I know, I'm messed up & need to see a doctor but it's gone past all of that now. There's nothing left they can do.

OP posts:
Battleax · 10/04/2018 00:02

It’s traumatic to be let down like this, and left to all the hard work alone. It’s okay to feel traumatised and angry and miserable and scared.

Just please believe that you can and will survive and thrive and so will your DD. You won’t feel like that overnight, but you’ll get there.

What’s “too late” medically?

Beebeemum · 10/04/2018 00:13

You are living for your beautiful baby as you have said.This is what you can cling to to get you through the suicidal feelings. Seek further help from professionals where possible and just keep fighting on each day at a time. You are not the only one in this boat. Take care and good luck

Sakurasnail · 10/04/2018 00:29

Silly me! Ever the optimist & people wonder why I expect things to always end up shit now.
But you're not addressing the positive actions which ppl are suggesting. Fair enough if you just wanted to vent or have some sympathetic words, but it seems a bit defeatist to ignore or dismiss these comments.
I understand depression, there's a lot of it in my family. You have to keep fighting it. Noone else can do it for you.

You have family. Your ex and father of your child is out there somewhere and owes you both. You have had friends in the past. Build on this. What can you do, step by step, to create a better situation a year from now?

Flatwhite32 · 10/04/2018 07:15

Sorry @Battleax my bad. Apologies. X

Battleax · 10/04/2018 10:21

NP.

italiancortado · 10/04/2018 10:30

I have cancelled around 6 gp appointments so far.

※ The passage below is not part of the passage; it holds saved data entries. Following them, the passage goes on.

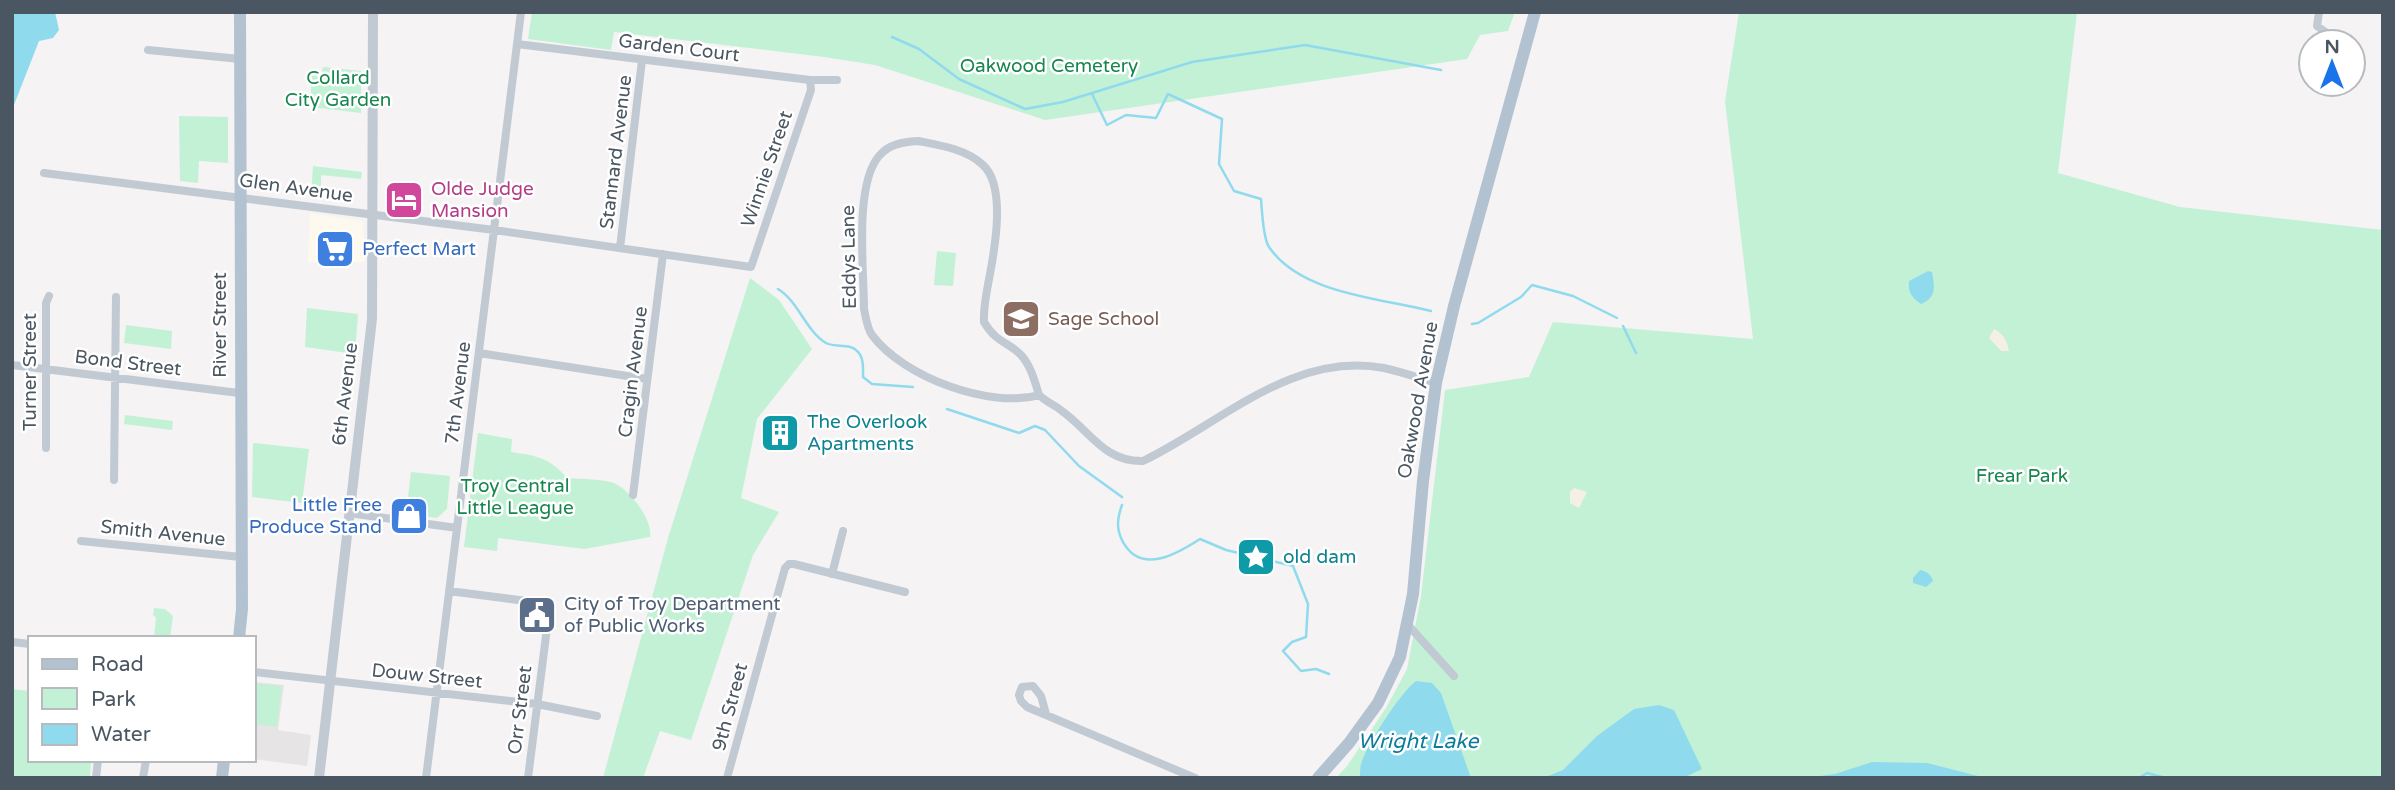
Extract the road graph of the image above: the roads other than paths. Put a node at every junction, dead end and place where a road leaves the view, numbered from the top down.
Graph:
1 (240, 12) edge
2 (373, 12) edge
3 (522, 12) edge
4 (1535, 12) edge
5 (2319, 12) edge
6 (2320, 28) edge
7 (517, 44) junction
8 (148, 50) dead end
9 (240, 59) junction
10 (642, 60) junction
11 (810, 80) junction
12 (837, 80) dead end
13 (44, 173) dead end
14 (239, 196) junction
15 (373, 215) junction
16 (494, 230) junction
17 (620, 248) junction
18 (663, 254) junction
19 (751, 267) joint
20 (49, 296) dead end
21 (116, 297) dead end
22 (479, 353) junction
23 (12, 366) edge
24 (46, 370) junction
25 (114, 377) junction
26 (647, 380) junction
27 (1436, 383) junction
28 (239, 393) junction
29 (1039, 396) junction
30 (46, 448) dead end
31 (114, 480) dead end
32 (633, 495) dead end
33 (349, 513) junction
34 (457, 528) junction
35 (843, 531) dead end
36 (81, 541) dead end
37 (241, 556) junction
38 (832, 573) junction
39 (449, 591) junction
40 (905, 592) dead end
41 (1408, 625) junction
42 (239, 636) edge
43 (256, 672) edge
44 (1454, 676) dead end
45 (331, 681) junction
46 (436, 694) junction
47 (537, 704) junction
48 (1046, 714) dead end
49 (597, 716) dead end
50 (319, 778) edge
51 (426, 778) edge
52 (528, 778) edge
53 (727, 778) edge
54 (1195, 778) edge
55 (1318, 778) edge

1 - 9 main road, River Street
2 - 15 street, 6th Avenue
3 - 7 street, 7th Avenue
4 - 27 main road, Oakwood Avenue
5 - 6 street
7 - 10 street, Garden Court
7 - 16 street, 7th Avenue
8 - 9 street
9 - 14 main road, River Street
10 - 11 street, Garden Court
10 - 17 street, Stannard Avenue
11 - 12 street, Garden Court
11 - 19 street, Winnie Street
13 - 14 street, Glen Avenue
14 - 15 street, Glen Avenue
14 - 28 main road, River Street
15 - 16 street, Glen Avenue
15 - 33 street, 6th Avenue
16 - 17 street, Glen Avenue
16 - 22 street, 7th Avenue
17 - 18 street, Glen Avenue
18 - 19 street, Glen Avenue
18 - 26 street, Cragin Avenue
20 - 24 street, Turner Street
21 - 25 street
22 - 26 street
22 - 34 street, 7th Avenue
23 - 24 street, Bond Street
24 - 25 street, Bond Street
24 - 30 street, Turner Street
25 - 28 street, Bond Street
25 - 31 street
26 - 32 street, Cragin Avenue
27 - 29 street
27 - 41 main road, Oakwood Avenue
28 - 37 main road, River Street
29 - 29 street, Eddys Lane
33 - 34 street
33 - 45 street, 6th Avenue
34 - 39 street, 7th Avenue
35 - 38 street
36 - 37 street, Smith Avenue
37 - 42 main road, River Street
38 - 40 street
38 - 53 street, 9th Street
39 - 46 street, 7th Avenue
39 - 47 street, Orr Street
41 - 44 street
41 - 55 main road, Oakwood Avenue
43 - 45 street, Douw Street
45 - 46 street, Douw Street
45 - 50 street, 6th Avenue
46 - 47 street, Douw Street
46 - 51 street, 7th Avenue
47 - 49 street, Douw Street
47 - 52 street, Orr Street
48 - 54 street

You didn't have to cancel any. You can take a 1yo, in their pram, to a GP appointment. I suspect your mental health is what has caused you to cancel the appointments and the child is just offering a reason. Please don't miss appointments, you need then and they are the only way you are going to get better, With support.

As for the evening group, you just need a babysitter. Yes you will have to pay, but it's not a huge amount of money if you can get a recommended teenager.

Stuckfornamesagain · 10/04/2018 10:33

Christians Against Poverty are a group often recommended on here - you don't have to be Christian yourself, but they deal with a lot of people with debt and benefit issues and will be able to identify everything you are entitled to. Have you also applied for child support from your ex? As you say, he should also be supporting your DD.
I know how depression can sap your energy, but if you do one thing today id suggest calling a group like the one above, who can give you some concrete support. capuk.org

Finally - you say you've 'decided' not to use family for childcare. Unless something is really awful, is there any way you can take that decision back? It sounds like for the next few months you may need to take every scrap of help available, until you are back on your feet a bit. Good luck and you're doing an amazing job for your baby.